Abstract
Major depression is accompanied by various direct and indirect
indicators of a moderate activation of the inflammatory response
system (IRS). Increased production of proinflammatory cytokines,
such as interleukin-1 (IL-1), IL-6 and interferon (IFNg), may
play a crucial role in the immune and acute phase response in
depression. Lower serum zinc and changes in the erythron are
indirect indicators of IRS activation in depression. The reciprocal
relationships between IRS activation and hypothalamic-pituitary-adrenal
(HPA)-axis hyperactivity, alterations in HP thyroid (HPT)-axis
function and the availability of tryptophan to the brain led
us to hypothesize that these neuroendocrine changes in depression
are indicators of IRS activation and that a combined dysregulation
of the IRS, the turnover of serotonin (5-HT) and the HPA-axis
is an integral component of depression.

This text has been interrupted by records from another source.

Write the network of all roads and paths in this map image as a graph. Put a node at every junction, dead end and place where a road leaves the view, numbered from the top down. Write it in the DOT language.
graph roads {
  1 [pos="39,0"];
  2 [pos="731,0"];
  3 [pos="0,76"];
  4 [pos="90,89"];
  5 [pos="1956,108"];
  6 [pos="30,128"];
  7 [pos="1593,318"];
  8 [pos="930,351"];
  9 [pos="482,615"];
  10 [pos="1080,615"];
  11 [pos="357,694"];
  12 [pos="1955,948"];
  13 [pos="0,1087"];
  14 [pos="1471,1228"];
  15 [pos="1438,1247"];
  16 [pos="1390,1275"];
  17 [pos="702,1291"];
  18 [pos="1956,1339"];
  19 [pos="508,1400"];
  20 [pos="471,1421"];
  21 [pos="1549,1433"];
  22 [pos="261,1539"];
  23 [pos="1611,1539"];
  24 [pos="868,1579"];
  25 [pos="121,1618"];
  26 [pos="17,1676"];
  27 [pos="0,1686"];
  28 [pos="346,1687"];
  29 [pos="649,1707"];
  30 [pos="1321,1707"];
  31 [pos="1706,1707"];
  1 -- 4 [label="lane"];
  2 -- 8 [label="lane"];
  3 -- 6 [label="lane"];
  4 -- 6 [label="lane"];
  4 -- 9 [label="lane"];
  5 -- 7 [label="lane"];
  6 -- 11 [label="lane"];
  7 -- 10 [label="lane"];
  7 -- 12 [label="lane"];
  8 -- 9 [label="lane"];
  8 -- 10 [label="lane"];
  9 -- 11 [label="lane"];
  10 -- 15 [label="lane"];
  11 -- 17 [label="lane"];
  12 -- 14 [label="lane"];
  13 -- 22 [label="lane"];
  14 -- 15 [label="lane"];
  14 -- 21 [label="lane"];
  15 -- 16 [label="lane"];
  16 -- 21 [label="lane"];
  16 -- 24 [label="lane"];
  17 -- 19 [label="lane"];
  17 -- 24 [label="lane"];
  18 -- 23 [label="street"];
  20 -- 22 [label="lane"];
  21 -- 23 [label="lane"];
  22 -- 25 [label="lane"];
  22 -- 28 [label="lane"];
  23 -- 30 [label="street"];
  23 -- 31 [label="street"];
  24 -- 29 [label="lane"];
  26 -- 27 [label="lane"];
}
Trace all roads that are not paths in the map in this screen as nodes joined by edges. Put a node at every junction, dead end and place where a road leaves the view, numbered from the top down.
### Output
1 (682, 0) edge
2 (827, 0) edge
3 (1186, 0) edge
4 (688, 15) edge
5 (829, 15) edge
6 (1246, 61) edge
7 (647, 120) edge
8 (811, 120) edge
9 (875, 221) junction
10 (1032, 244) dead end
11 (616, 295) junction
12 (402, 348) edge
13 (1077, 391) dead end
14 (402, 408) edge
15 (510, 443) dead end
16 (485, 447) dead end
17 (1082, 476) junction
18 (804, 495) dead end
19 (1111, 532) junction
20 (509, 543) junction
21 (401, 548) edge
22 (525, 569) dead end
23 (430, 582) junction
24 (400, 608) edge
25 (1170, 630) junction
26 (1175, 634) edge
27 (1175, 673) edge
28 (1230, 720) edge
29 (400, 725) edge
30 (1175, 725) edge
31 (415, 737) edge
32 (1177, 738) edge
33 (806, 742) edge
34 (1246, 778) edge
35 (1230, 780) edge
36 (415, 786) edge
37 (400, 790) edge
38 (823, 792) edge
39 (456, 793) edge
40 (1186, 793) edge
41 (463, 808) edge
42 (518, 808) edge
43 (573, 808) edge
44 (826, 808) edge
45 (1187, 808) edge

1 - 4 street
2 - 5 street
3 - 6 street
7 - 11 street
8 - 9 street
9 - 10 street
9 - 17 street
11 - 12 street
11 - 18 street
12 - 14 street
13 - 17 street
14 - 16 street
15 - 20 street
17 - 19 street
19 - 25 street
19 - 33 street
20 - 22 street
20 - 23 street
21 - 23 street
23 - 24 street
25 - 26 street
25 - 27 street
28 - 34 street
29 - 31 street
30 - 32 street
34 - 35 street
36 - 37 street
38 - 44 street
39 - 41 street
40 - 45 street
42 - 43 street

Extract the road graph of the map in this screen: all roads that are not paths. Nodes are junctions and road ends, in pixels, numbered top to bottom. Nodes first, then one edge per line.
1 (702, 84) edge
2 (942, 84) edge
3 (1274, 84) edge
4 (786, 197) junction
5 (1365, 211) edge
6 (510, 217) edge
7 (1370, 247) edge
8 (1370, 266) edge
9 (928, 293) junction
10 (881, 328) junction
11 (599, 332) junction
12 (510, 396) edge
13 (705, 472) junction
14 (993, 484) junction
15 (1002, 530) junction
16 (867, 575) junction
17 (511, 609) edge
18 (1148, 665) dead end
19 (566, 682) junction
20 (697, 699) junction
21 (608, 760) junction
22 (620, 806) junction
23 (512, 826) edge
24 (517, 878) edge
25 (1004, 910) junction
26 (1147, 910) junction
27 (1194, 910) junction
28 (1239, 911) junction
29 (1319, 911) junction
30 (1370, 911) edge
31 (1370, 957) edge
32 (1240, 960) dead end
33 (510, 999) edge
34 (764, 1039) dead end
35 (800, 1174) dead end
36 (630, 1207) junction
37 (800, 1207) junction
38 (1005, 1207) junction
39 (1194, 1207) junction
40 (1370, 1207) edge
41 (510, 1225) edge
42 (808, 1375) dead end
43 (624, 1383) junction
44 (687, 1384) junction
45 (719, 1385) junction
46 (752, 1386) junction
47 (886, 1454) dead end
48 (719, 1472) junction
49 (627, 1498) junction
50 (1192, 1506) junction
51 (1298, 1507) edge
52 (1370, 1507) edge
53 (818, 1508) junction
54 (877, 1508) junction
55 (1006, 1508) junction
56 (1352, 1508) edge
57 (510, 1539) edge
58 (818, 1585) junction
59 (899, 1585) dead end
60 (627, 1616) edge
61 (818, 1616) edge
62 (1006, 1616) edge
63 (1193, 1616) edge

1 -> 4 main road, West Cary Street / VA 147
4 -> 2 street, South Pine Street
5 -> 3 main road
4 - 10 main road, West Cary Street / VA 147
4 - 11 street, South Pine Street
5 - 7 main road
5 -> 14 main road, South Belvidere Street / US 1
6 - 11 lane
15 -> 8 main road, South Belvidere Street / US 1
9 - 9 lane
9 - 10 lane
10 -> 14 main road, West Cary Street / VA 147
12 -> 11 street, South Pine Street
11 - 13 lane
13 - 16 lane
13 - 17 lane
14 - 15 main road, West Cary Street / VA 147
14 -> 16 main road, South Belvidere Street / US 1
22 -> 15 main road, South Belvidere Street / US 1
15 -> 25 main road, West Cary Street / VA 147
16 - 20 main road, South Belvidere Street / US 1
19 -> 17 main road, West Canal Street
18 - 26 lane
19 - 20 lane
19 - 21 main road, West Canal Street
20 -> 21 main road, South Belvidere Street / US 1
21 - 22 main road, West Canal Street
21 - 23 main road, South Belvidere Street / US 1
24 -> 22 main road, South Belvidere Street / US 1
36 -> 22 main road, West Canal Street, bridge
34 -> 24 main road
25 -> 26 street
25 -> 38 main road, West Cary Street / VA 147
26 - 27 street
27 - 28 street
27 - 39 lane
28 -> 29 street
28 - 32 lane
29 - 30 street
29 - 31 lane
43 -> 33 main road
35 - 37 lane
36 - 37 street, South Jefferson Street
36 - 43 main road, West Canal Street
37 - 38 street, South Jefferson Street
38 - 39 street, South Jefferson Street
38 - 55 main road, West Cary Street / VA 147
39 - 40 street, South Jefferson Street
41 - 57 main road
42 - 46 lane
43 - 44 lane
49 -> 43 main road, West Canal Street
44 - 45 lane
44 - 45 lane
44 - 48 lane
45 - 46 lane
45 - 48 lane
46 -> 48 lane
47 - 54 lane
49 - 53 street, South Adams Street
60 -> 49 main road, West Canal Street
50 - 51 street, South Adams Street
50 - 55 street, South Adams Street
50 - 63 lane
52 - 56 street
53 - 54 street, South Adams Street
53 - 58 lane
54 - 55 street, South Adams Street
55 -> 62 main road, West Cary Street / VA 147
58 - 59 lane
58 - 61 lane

The IRS activation model
of depression provides an explanation for the psycho-social
(external stress) as well as organic (internal stress) etiology
of major depression. Antidepressive treatments with various
antidepressive agents, including SSRIs, tricyclic and heterocyclic
antidepressants, have in vivo and in vitro negative immunoregulatory
effects, suggesting that their antidepressant efficacy may be
attributed, in part, to their immune effects.